Trovando assolutamente intollerabile l'idea di essere d'accordo con un "economista" nostrano, prendo in considerazione la possibilità che nel breve e medio termine potremo assistere a una buona performance della Federal Reserve Note. I governi europei e soprattutto quello italiano, per un malinteso riflesso mercantilista, hanno sempre amato favorire le classi esportatrici a spese della popolazione generale per il tramite della svalutazione della moneta. Lo faranno ancora per diminuire i vantaggi comparativi dell'euro sul dollaro. Con equa grazia accoglieremo questa scelta: portiamo un imparziale disprezzo per ogni forma di buono acquisto governativo. In accordo con l'ortodossia austriaca l'artificiale abbondanza creditizia genera cattivi investimenti: niente di strano quindi assistere ad una tenuta del potere economico di buoni acquisto governativi inflazionati a fronte di una accresciuta domanda degli stessi per il saldo delle obbligazioni.

Per il lungo termine, non si scappa: i buoni acquisto governativi non varranno la carta su cui sono stampati e l'oro e l'argento ritorneranno lo standard monetario dell'homo sapiens sapiens, se ancora presente sul pianeta e se esisterà ancora una economia integrata. Questo è inscritto nell'ordine naturale dell'universo.

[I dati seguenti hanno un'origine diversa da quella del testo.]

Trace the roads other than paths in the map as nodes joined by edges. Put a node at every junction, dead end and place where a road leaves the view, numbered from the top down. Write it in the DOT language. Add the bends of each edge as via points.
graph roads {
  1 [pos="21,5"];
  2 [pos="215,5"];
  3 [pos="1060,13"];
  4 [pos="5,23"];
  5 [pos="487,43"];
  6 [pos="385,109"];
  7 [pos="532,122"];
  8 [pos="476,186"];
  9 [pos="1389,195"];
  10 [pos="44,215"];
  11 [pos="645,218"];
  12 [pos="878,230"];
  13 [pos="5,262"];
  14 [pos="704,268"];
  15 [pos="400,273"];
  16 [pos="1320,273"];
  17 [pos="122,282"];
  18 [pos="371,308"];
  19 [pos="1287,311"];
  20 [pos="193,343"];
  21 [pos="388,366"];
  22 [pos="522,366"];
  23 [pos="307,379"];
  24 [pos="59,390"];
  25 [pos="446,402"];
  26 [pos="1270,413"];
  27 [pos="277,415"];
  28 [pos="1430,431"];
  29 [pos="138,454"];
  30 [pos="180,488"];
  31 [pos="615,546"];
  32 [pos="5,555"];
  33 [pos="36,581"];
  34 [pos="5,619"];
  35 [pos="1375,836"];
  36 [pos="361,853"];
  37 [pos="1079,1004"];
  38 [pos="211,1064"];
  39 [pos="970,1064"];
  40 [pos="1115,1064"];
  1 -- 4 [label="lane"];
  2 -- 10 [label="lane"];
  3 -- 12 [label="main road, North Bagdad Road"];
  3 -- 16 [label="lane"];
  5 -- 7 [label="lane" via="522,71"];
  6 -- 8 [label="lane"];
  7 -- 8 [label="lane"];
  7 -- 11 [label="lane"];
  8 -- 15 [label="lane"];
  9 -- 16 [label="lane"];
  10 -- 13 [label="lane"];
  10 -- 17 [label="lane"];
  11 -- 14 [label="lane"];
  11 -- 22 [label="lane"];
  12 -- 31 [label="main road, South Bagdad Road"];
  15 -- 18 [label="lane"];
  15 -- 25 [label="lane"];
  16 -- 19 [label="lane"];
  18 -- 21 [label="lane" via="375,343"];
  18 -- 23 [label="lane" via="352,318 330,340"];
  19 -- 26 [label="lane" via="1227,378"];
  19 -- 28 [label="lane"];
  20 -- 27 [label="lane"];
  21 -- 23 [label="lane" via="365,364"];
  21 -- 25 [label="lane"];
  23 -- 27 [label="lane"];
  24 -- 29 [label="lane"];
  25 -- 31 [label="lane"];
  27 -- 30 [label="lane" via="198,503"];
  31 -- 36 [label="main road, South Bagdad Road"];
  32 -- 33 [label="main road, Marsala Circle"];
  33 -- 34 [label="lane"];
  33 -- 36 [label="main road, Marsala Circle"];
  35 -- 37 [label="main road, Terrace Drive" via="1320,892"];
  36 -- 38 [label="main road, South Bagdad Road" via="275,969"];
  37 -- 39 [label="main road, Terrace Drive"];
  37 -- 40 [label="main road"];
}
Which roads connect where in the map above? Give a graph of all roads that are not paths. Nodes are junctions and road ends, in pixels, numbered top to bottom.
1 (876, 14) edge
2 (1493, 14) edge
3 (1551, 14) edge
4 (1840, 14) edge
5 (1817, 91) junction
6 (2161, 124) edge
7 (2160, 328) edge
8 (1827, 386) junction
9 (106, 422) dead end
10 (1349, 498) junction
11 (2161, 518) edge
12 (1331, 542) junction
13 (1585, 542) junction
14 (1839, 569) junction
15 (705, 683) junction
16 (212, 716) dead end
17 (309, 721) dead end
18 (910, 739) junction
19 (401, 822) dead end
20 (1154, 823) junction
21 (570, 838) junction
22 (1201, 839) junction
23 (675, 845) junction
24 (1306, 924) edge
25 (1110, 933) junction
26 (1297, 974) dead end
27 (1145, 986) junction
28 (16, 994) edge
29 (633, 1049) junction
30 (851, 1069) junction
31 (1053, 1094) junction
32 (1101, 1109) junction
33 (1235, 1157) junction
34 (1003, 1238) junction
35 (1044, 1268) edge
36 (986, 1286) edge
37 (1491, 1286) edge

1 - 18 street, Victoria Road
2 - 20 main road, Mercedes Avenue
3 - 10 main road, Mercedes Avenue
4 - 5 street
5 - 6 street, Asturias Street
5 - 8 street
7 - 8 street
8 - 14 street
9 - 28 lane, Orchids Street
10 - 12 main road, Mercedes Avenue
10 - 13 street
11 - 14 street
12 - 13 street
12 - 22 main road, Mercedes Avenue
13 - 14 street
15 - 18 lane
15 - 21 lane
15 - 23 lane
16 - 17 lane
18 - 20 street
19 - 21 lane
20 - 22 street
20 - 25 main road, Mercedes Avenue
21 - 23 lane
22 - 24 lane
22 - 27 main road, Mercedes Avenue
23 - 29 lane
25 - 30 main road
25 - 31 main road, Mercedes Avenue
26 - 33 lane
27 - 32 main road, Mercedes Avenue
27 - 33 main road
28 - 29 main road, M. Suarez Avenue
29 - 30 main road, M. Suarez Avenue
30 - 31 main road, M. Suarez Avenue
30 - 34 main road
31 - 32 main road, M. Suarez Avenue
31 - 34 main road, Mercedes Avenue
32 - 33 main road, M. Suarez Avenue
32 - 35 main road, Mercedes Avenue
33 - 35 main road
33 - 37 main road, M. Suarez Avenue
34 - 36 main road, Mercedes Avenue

Come ogni logica relativista, anche quella contrarian genera inevitabili aporie. Non ammette ad esempio la possibilità di una società maggioritariamente giusta, laboriosa, con una moneta onesta e un sistema creditizio non inflazionistico. In essa doxa e episteme congiurerebbero a confluire nella diffusa moralità del costume e nel mantenimento di una buona tradizione. Rare e di breve durata le manie speculative. Il successo della logica contrarian è un fenomeno tipico delle società in cui la profonda corruzione morale genera distorsioni cognitive e uno scollamento tra il linguaggio e la realtà. Detta logica perderebbe il proprio vantaggio competitivo qualora si instaurassero le necessarie trasformazioni linguistiche: chiamare "furto" la tassazione, per esempio, "parassita" il politico e "mafia" lo stato.